• What is needed
Output the entries that follow character for character. Leave every image out.

• Records for the task
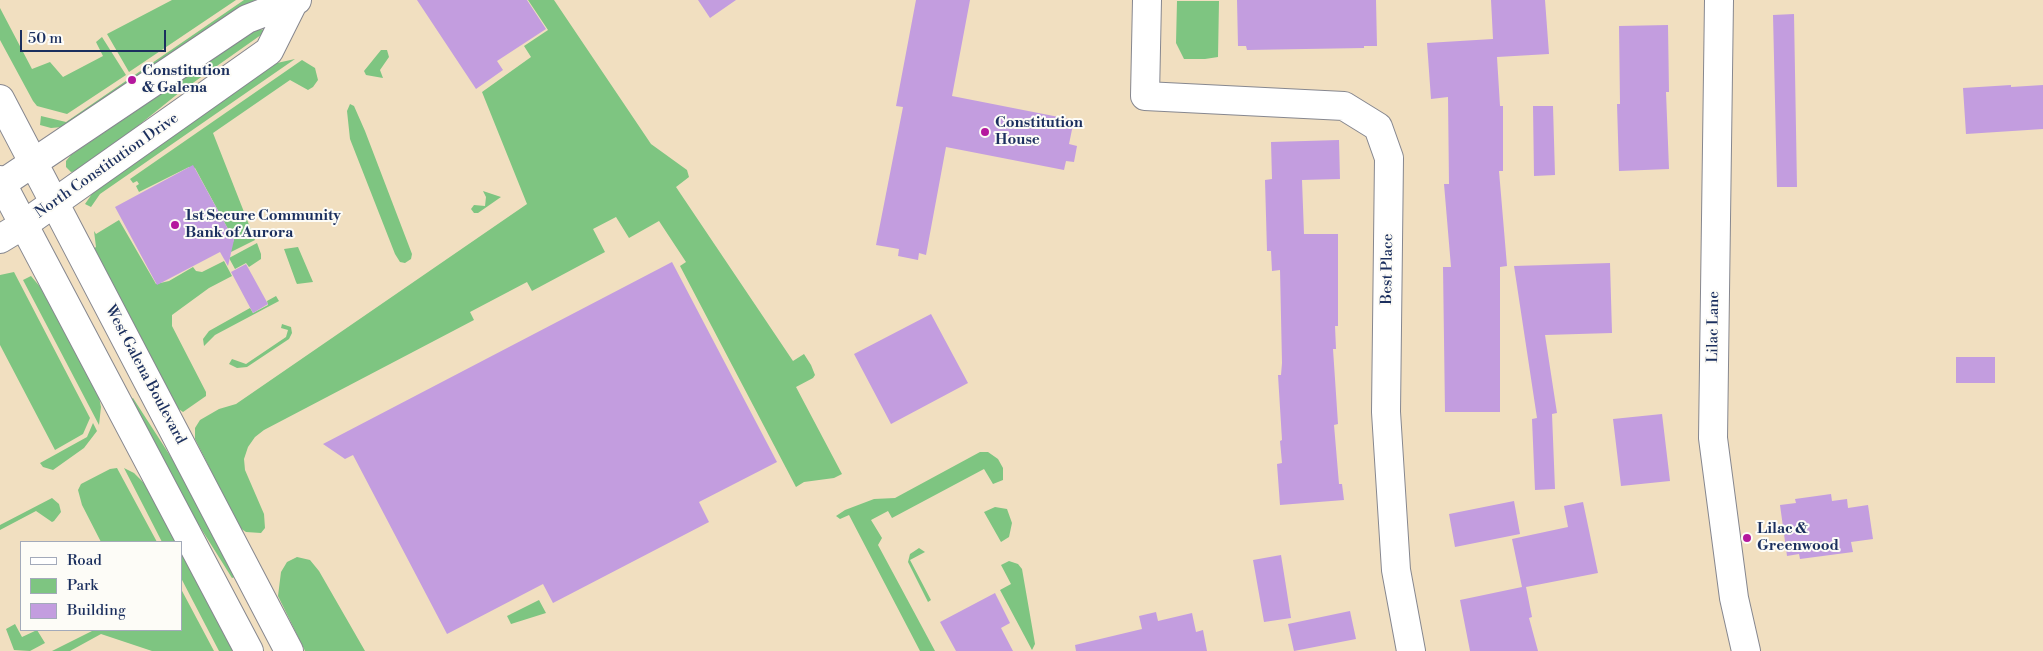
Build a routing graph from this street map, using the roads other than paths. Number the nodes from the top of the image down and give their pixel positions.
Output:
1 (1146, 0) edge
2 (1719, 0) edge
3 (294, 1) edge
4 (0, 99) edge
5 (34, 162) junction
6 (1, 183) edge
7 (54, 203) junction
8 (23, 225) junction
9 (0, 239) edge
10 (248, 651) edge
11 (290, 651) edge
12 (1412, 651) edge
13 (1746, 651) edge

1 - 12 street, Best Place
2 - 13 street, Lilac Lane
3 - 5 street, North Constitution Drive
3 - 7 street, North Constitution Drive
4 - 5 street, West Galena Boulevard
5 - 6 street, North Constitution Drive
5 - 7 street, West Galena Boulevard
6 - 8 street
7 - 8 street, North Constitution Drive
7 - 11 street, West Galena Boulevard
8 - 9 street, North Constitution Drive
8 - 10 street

• Task output
Build a routing graph from this street map, using the roads other than paths. Number the nodes from the top of the image down and give their pixel positions.
Output:
1 (1146, 0) edge
2 (1719, 0) edge
3 (294, 1) edge
4 (0, 99) edge
5 (34, 162) junction
6 (1, 183) edge
7 (54, 203) junction
8 (23, 225) junction
9 (0, 239) edge
10 (248, 651) edge
11 (290, 651) edge
12 (1412, 651) edge
13 (1746, 651) edge

1 - 12 street, Best Place
2 - 13 street, Lilac Lane
3 - 5 street, North Constitution Drive
3 - 7 street, North Constitution Drive
4 - 5 street, West Galena Boulevard
5 - 6 street, North Constitution Drive
5 - 7 street, West Galena Boulevard
6 - 8 street
7 - 8 street, North Constitution Drive
7 - 11 street, West Galena Boulevard
8 - 9 street, North Constitution Drive
8 - 10 street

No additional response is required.